(ABOUT THIS TASK)
In total, how many lines of the data contain the word "graph"? Only that number is wanted.

Stored data
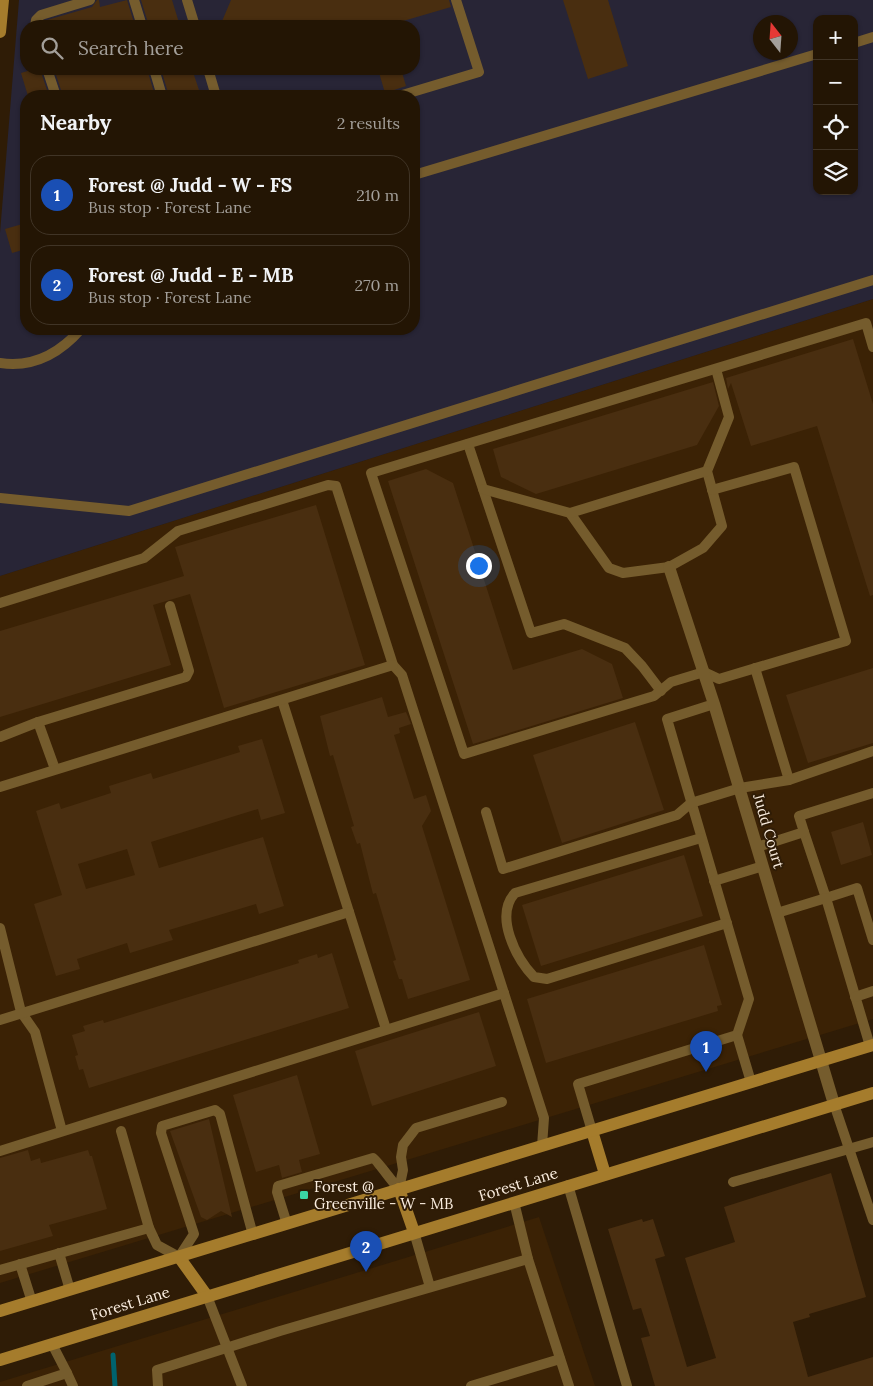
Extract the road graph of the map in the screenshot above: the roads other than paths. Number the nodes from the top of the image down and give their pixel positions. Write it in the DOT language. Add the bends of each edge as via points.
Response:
graph roads {
  1 [pos="3,0"];
  2 [pos="90,0"];
  3 [pos="134,0"];
  4 [pos="187,0"];
  5 [pos="456,0"];
  6 [pos="36,20"];
  7 [pos="140,20"];
  8 [pos="193,20"];
  9 [pos="0,32"];
  10 [pos="873,37"];
  11 [pos="858,42"];
  12 [pos="813,55"];
  13 [pos="49,75"];
  14 [pos="156,75"];
  15 [pos="210,75"];
  16 [pos="54,90"];
  17 [pos="160,90"];
  18 [pos="214,90"];
  19 [pos="419,90"];
  20 [pos="420,173"];
  21 [pos="873,280"];
  22 [pos="76,335"];
  23 [pos="873,347"];
  24 [pos="0,363"];
  25 [pos="716,368"];
  26 [pos="468,444"];
  27 [pos="707,471"];
  28 [pos="483,488"];
  29 [pos="712,490"];
  30 [pos="0,498"];
  31 [pos="570,513"];
  32 [pos="669,567"];
  33 [pos="0,603"];
  34 [pos="170,606"];
  35 [pos="393,666"];
  36 [pos="756,668"];
  37 [pos="704,672"];
  38 [pos="661,690"];
  39 [pos="282,700"];
  40 [pos="714,704"];
  41 [pos="38,722"];
  42 [pos="0,737"];
  43 [pos="873,751"];
  44 [pos="55,769"];
  45 [pos="789,780"];
  46 [pos="0,787"];
  47 [pos="740,788"];
  48 [pos="873,793"];
  49 [pos="691,803"];
  50 [pos="486,812"];
  51 [pos="804,832"];
  52 [pos="701,838"];
  53 [pos="757,847"];
  54 [pos="763,866"];
  55 [pos="714,882"];
  56 [pos="826,898"];
  57 [pos="349,912"];
  58 [pos="777,913"];
  59 [pos="727,923"];
  60 [pos="0,928"];
  61 [pos="873,940"];
  62 [pos="2,942"];
  63 [pos="873,991"];
  64 [pos="504,993"];
  65 [pos="855,997"];
  66 [pos="21,1012"];
  67 [pos="0,1020"];
  68 [pos="386,1029"];
  69 [pos="737,1035"];
  70 [pos="871,1045"];
  71 [pos="821,1061"];
  72 [pos="751,1082"];
  73 [pos="873,1092"];
  74 [pos="502,1102"];
  75 [pos="834,1104"];
  76 [pos="62,1130"];
  77 [pos="121,1131"];
  78 [pos="592,1131"];
  79 [pos="873,1142"];
  80 [pos="542,1146"];
  81 [pos="850,1149"];
  82 [pos="0,1151"];
  83 [pos="606,1174"];
  84 [pos="733,1182"];
  85 [pos="568,1185"];
  86 [pos="399,1189"];
  87 [pos="514,1202"];
  88 [pos="873,1220"];
  89 [pos="287,1224"];
  90 [pos="149,1228"];
  91 [pos="414,1232"];
  92 [pos="253,1234"];
  93 [pos="59,1253"];
  94 [pos="179,1257"];
  95 [pos="528,1259"];
  96 [pos="20,1264"];
  97 [pos="0,1270"];
  98 [pos="430,1287"];
  99 [pos="70,1290"];
  100 [pos="207,1296"];
  101 [pos="32,1302"];
  102 [pos="0,1311"];
  103 [pos="52,1344"];
  104 [pos="228,1348"];
  105 [pos="560,1359"];
  106 [pos="0,1360"];
  107 [pos="67,1373"];
  108 [pos="27,1386"];
  109 [pos="73,1386"];
  110 [pos="158,1386"];
  111 [pos="242,1386"];
  112 [pos="471,1386"];
  113 [pos="569,1386"];
  114 [pos="627,1386"];
  1 -- 9 [label="main road"];
  2 -- 6 [label="lane" via="41,15"];
  3 -- 7 [label="lane"];
  4 -- 8 [label="lane"];
  5 -- 19 [label="lane" via="479,72"];
  10 -- 11 [label="lane"];
  12 -- 20 [label="lane"];
  13 -- 16 [label="lane"];
  14 -- 17 [label="lane"];
  15 -- 18 [label="lane"];
  21 -- 30 [label="lane" via="129,511"];
  22 -- 24 [label="lane" via="67,345 43,360 14,366"];
  23 -- 25 [label="lane" via="866,323"];
  25 -- 26 [label="lane"];
  25 -- 27 [label="lane" via="728,417"];
  26 -- 28 [label="lane"];
  26 -- 38 [label="lane" via="371,473 464,754 654,696"];
  27 -- 29 [label="lane"];
  27 -- 31 [label="lane"];
  28 -- 31 [label="lane"];
  28 -- 38 [label="lane" via="531,633 564,624 625,648"];
  29 -- 32 [label="lane" via="722,526 702,548"];
  29 -- 36 [label="lane" via="794,467 846,641"];
  31 -- 32 [label="lane" via="609,568 623,573"];
  32 -- 37 [label="street, Judd Court"];
  33 -- 35 [label="lane" via="144,558 178,531 328,485 336,486"];
  34 -- 41 [label="lane" via="189,671 186,677"];
  35 -- 39 [label="lane"];
  35 -- 64 [label="lane" via="402,675"];
  36 -- 37 [label="lane" via="719,679"];
  36 -- 45 [label="lane"];
  37 -- 38 [label="lane" via="671,682"];
  37 -- 40 [label="street, Judd Court"];
  39 -- 44 [label="lane"];
  39 -- 57 [label="lane"];
  40 -- 47 [label="street, Judd Court"];
  40 -- 49 [label="lane" via="667,719"];
  41 -- 42 [label="lane"];
  41 -- 44 [label="lane"];
  43 -- 45 [label="lane"];
  44 -- 46 [label="lane"];
  45 -- 47 [label="lane"];
  47 -- 49 [label="lane"];
  47 -- 53 [label="street, Judd Court"];
  48 -- 51 [label="lane" via="799,816"];
  49 -- 50 [label="lane" via="677,815 502,869"];
  49 -- 52 [label="lane"];
  51 -- 53 [label="lane"];
  51 -- 56 [label="lane"];
  52 -- 55 [label="lane"];
  52 -- 59 [label="lane" via="515,894 509,900 506,916 516,951 534,977 546,978"];
  53 -- 54 [label="street, Judd Court"];
  54 -- 55 [label="lane"];
  54 -- 58 [label="street, Judd Court"];
  55 -- 59 [label="lane"];
  56 -- 58 [label="lane"];
  56 -- 61 [label="lane" via="857,888"];
  56 -- 65 [label="lane"];
  57 -- 66 [label="lane"];
  57 -- 68 [label="lane"];
  58 -- 71 [label="street, Judd Court"];
  59 -- 69 [label="lane" via="749,999"];
  60 -- 62 [label="lane"];
  62 -- 66 [label="lane"];
  63 -- 65 [label="lane"];
  64 -- 68 [label="lane"];
  64 -- 80 [label="lane" via="544,1118"];
  65 -- 70 [label="lane"];
  66 -- 67 [label="lane"];
  66 -- 76 [label="lane" via="35,1032"];
  68 -- 76 [label="lane"];
  69 -- 72 [label="lane"];
  69 -- 78 [label="lane" via="578,1084"];
  70 -- 71 [label="main road, Forest Lane"];
  71 -- 72 [label="main road, Forest Lane"];
  71 -- 75 [label="street, Judd Court"];
  72 -- 78 [label="main road, Forest Lane"];
  73 -- 75 [label="main road, Forest Lane"];
  74 -- 86 [label="lane" via="416,1128 403,1145"];
  75 -- 81 [label="lane"];
  75 -- 83 [label="main road, Forest Lane"];
  76 -- 82 [label="lane"];
  77 -- 90 [label="lane"];
  78 -- 80 [label="main road, Forest Lane"];
  78 -- 83 [label="main road"];
  79 -- 81 [label="lane"];
  80 -- 86 [label="main road, Forest Lane"];
  81 -- 84 [label="lane"];
  81 -- 88 [label="lane"];
  83 -- 85 [label="main road, Forest Lane"];
  85 -- 87 [label="main road, Forest Lane"];
  85 -- 114 [label="lane"];
  86 -- 89 [label="main road, Forest Lane"];
  86 -- 89 [label="lane" via="373,1158 278,1186"];
  86 -- 91 [label="main road"];
  87 -- 91 [label="main road, Forest Lane"];
  87 -- 95 [label="lane"];
  89 -- 92 [label="main road, Forest Lane"];
  90 -- 93 [label="lane"];
  90 -- 94 [label="lane" via="157,1245"];
  91 -- 98 [label="lane"];
  91 -- 100 [label="main road, Forest Lane"];
  92 -- 94 [label="main road, Forest Lane"];
  92 -- 94 [label="lane" via="220,1114 215,1110 162,1126 161,1133 194,1234"];
  93 -- 96 [label="lane"];
  93 -- 99 [label="lane"];
  94 -- 99 [label="main road, Forest Lane"];
  94 -- 100 [label="main road"];
  95 -- 98 [label="lane"];
  95 -- 105 [label="lane"];
  96 -- 97 [label="lane"];
  96 -- 101 [label="lane"];
  98 -- 104 [label="lane"];
  99 -- 101 [label="main road, Forest Lane"];
  100 -- 103 [label="main road, Forest Lane"];
  100 -- 104 [label="lane"];
  101 -- 102 [label="main road, Forest Lane"];
  103 -- 106 [label="main road, Forest Lane"];
  103 -- 107 [label="lane"];
  104 -- 110 [label="lane" via="157,1370"];
  104 -- 111 [label="lane"];
  105 -- 112 [label="lane"];
  105 -- 113 [label="lane"];
  107 -- 108 [label="lane"];
  107 -- 109 [label="lane"];
}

(WORKED SOLUTION)
2